I think this misses the mark. Jenaroph’s example was not all the jobs he would potentially interested in; it was virtually all of the jobs that are available.

To make your example equivalent to his, you would also have to say that you get turned down by almost every available woman, not only the ones you desire.

Eh, this sounds like an unrealistic slippery-slope type argument. I’ve worked quite a few low-paying jobs in the 10-15 years, in various parts of the country, and IIRC only one or two had drug tests.

I’m not saying it’s not possible that in some towns the great majority of jobs test; it just strikes me as unlikely. And it still sounds like something that’s reasonably within an employer’s rights.

I find a desire to nose around in your bodily wastes to be extremely invasive of privacy.

What if instead employers were refusing to hire unless you granted them the right to read all your mail?

Would that be offensive enough to be illegal?

Yeah, this is about employer’s rights vs employee’s rights. Either way, somebody has to give up some “freedom.” Either employers have the freedom to making hiring/firing choices based on voluntary drug tests, or employees have the right to employment without having to take and/or pass drug tests.

So who’s freedom do you want to restrict? The employer, who is legally liable in many cases for the safety of his employees, vendors and customers, or the employee who is legally liable for really only his own actions?

I argue that it is certainly fair for employees to ask for drug tests, and if you don’t want to take them, you don’t have to. If they don’t want to hire you then, or if you get fired because of refusal, then what’s wrong with that?

I’m normally a strong proponent for employee’s rights (minimum wage laws, overtime laws, safety laws, etc), but in this case, I think the employer’s rights are more important to a safe and healthy work environment.

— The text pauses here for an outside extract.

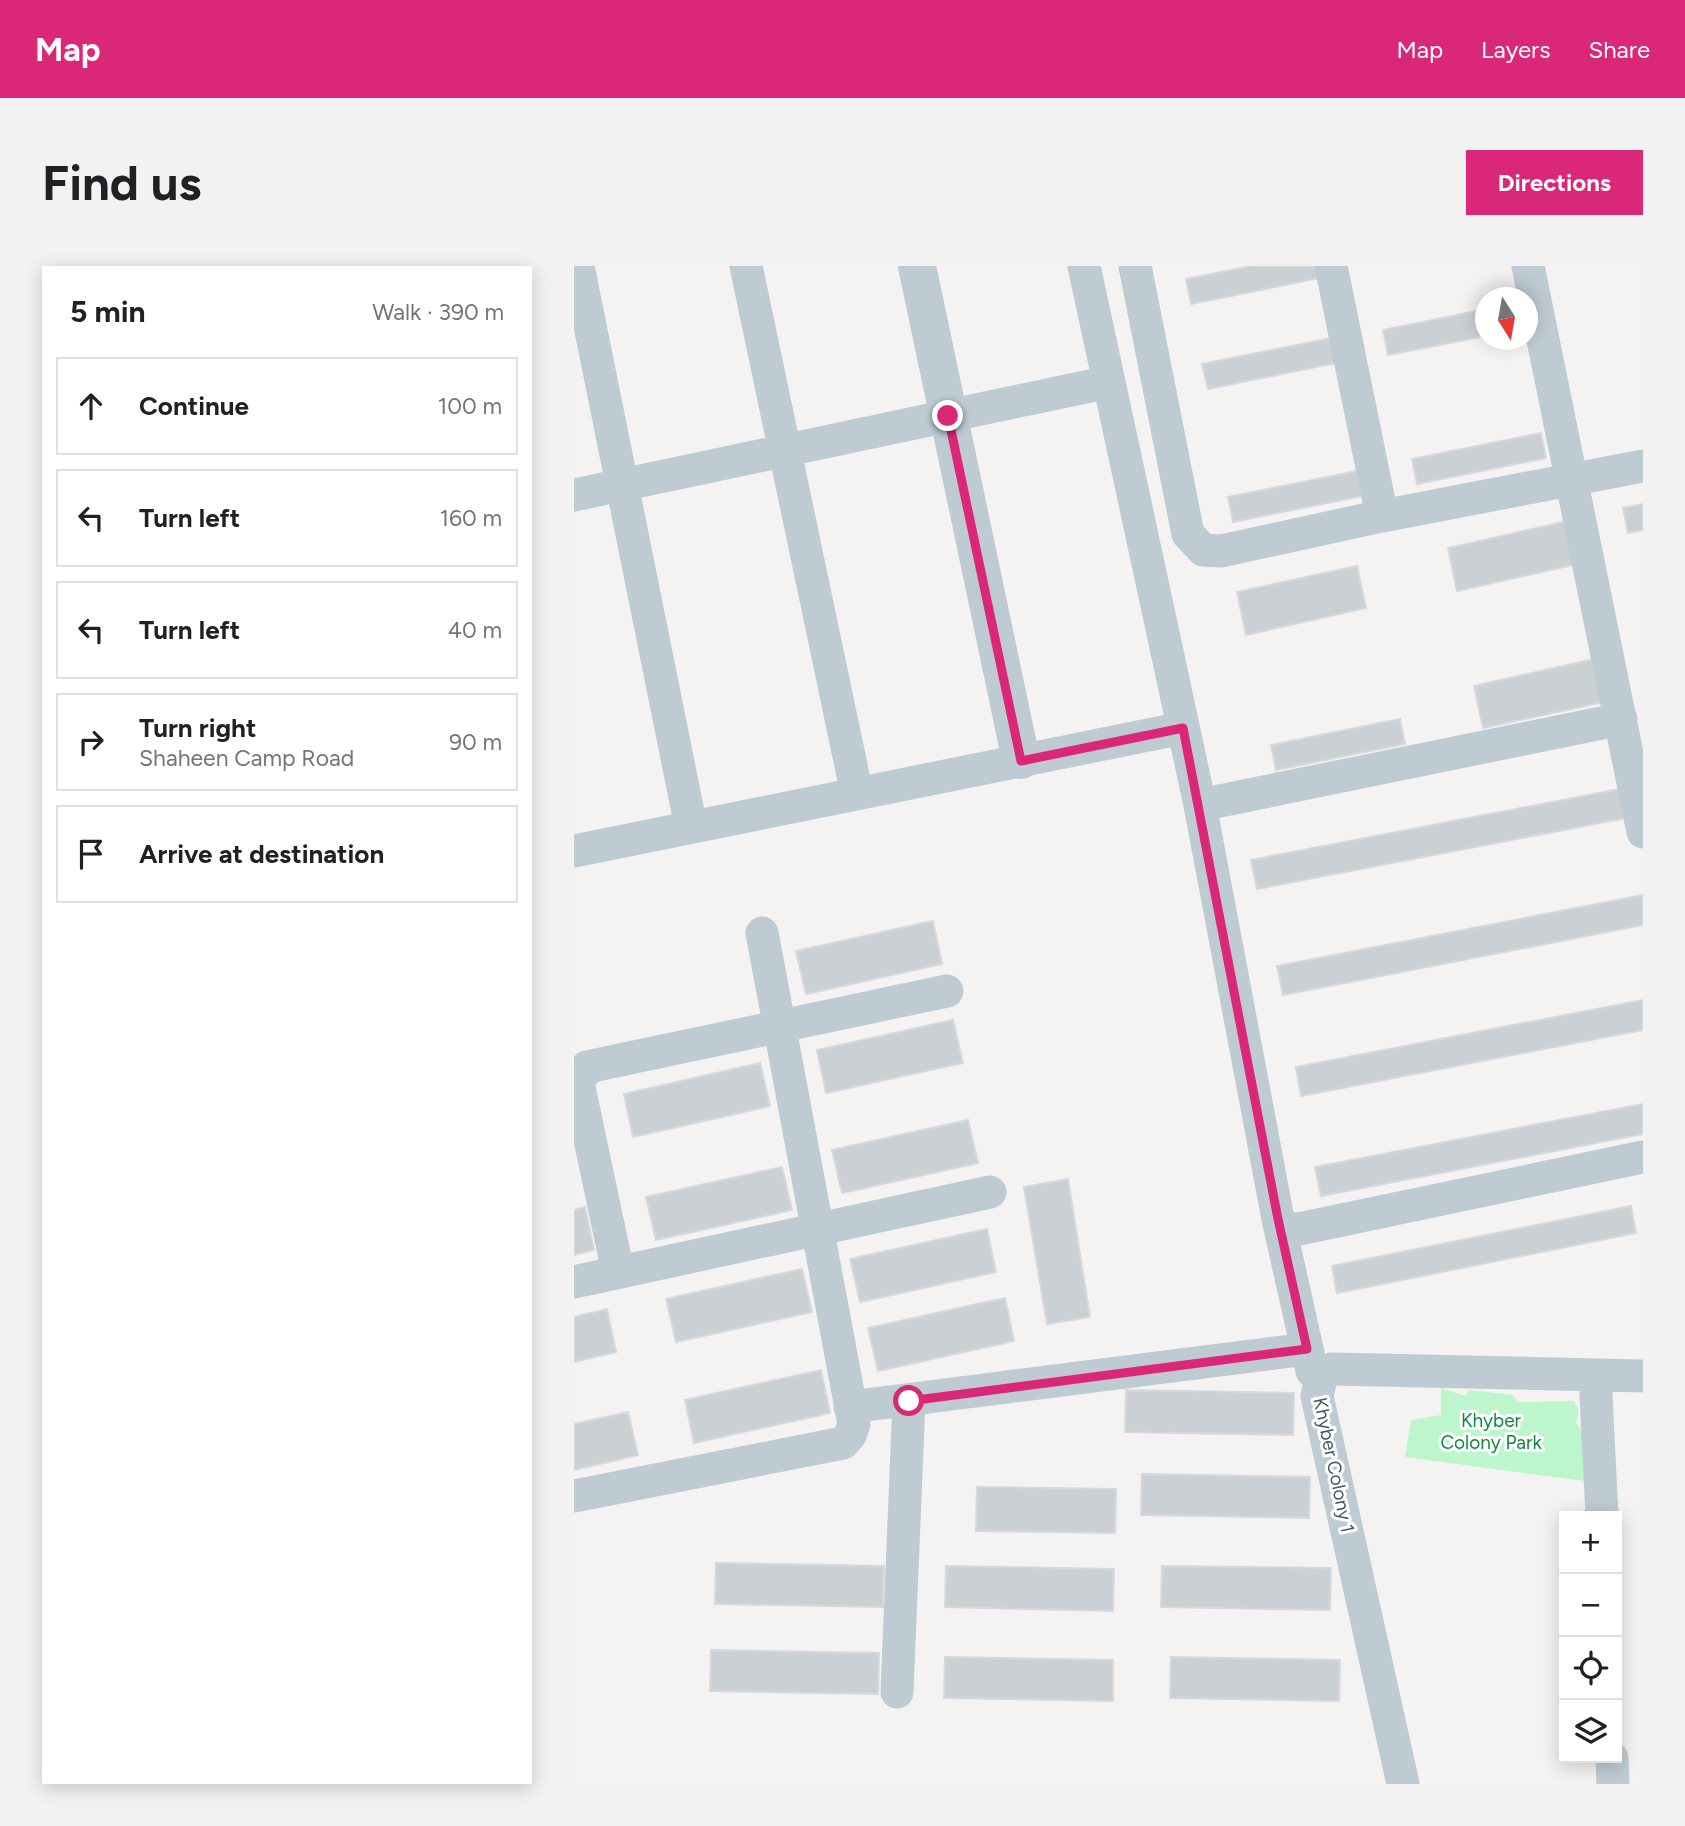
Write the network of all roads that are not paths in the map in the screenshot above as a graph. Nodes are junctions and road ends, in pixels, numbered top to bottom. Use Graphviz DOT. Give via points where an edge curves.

Every serious job I have had has had a drug test. It’s all part of the cost of doing business. I’m not to bothered by it, I knew as soon as I wanted to do something more than making pizza’s that I would have to pee in a cup to do so.

Why does your desire to break the law trump my, for example, IT companies desire to keep our other employees and our business safe from your illegal “hobbies”.

(note: this is generic you, not necessarily Gorsnak)

Where do you get off assuming that I (generic I, not necessarily just me) want to break the law? I don’t want to break the law. I don’t smoke marijuana, never have, and wouldn’t even if it were legal. I just don’t want to piss in a cup for my employer, and think that most of the assumptions and implications surrounding employee drug testing are both demeaning and coercive.

I hate pre-employment and random drug testing (have no problem with it if an employee appears to be altered on the job, though). I think it’s invasive and coercive and wrong headed and stupid and horrible. I also knew that I’d have to stop smoking weed to go into nursing. It’s reality. It’s even harder to fight than the hypothetical.

The other level at which “the land of the free” works is that you are free to work to change the law. If you want to restrict the ability of employers to drug test, you can “petition the government for redress of grievances” by writing letters to the appropriate elected officials, supporting those candidates who agree with your position, organizing public protests, writing letters to the editor, even standing on a soapbox and proclaiming your beliefs. While these approaches can have varying degrees of effectiveness, I was working in state legislatures during a time when drug testing was a hot-button issue, and we paid a lot of attention to letters and lobbying groups on the subject. Exercise your freedom by contacting your state representative, or alternatively see if there’s a group in your state that is active on this issue – maybe you can start a dialogue that will lead to change.

But we know that this is untrue: at most, only three-fourths of the jobs require drug tests, and that’s a generous figure.

America certainly prides itself on freedom and opportunity.

From Wikipedia:

For freedom, in a populist rather than libertarian sense, the situation is even bleaker.

Wake up and smell the coffee, Americans.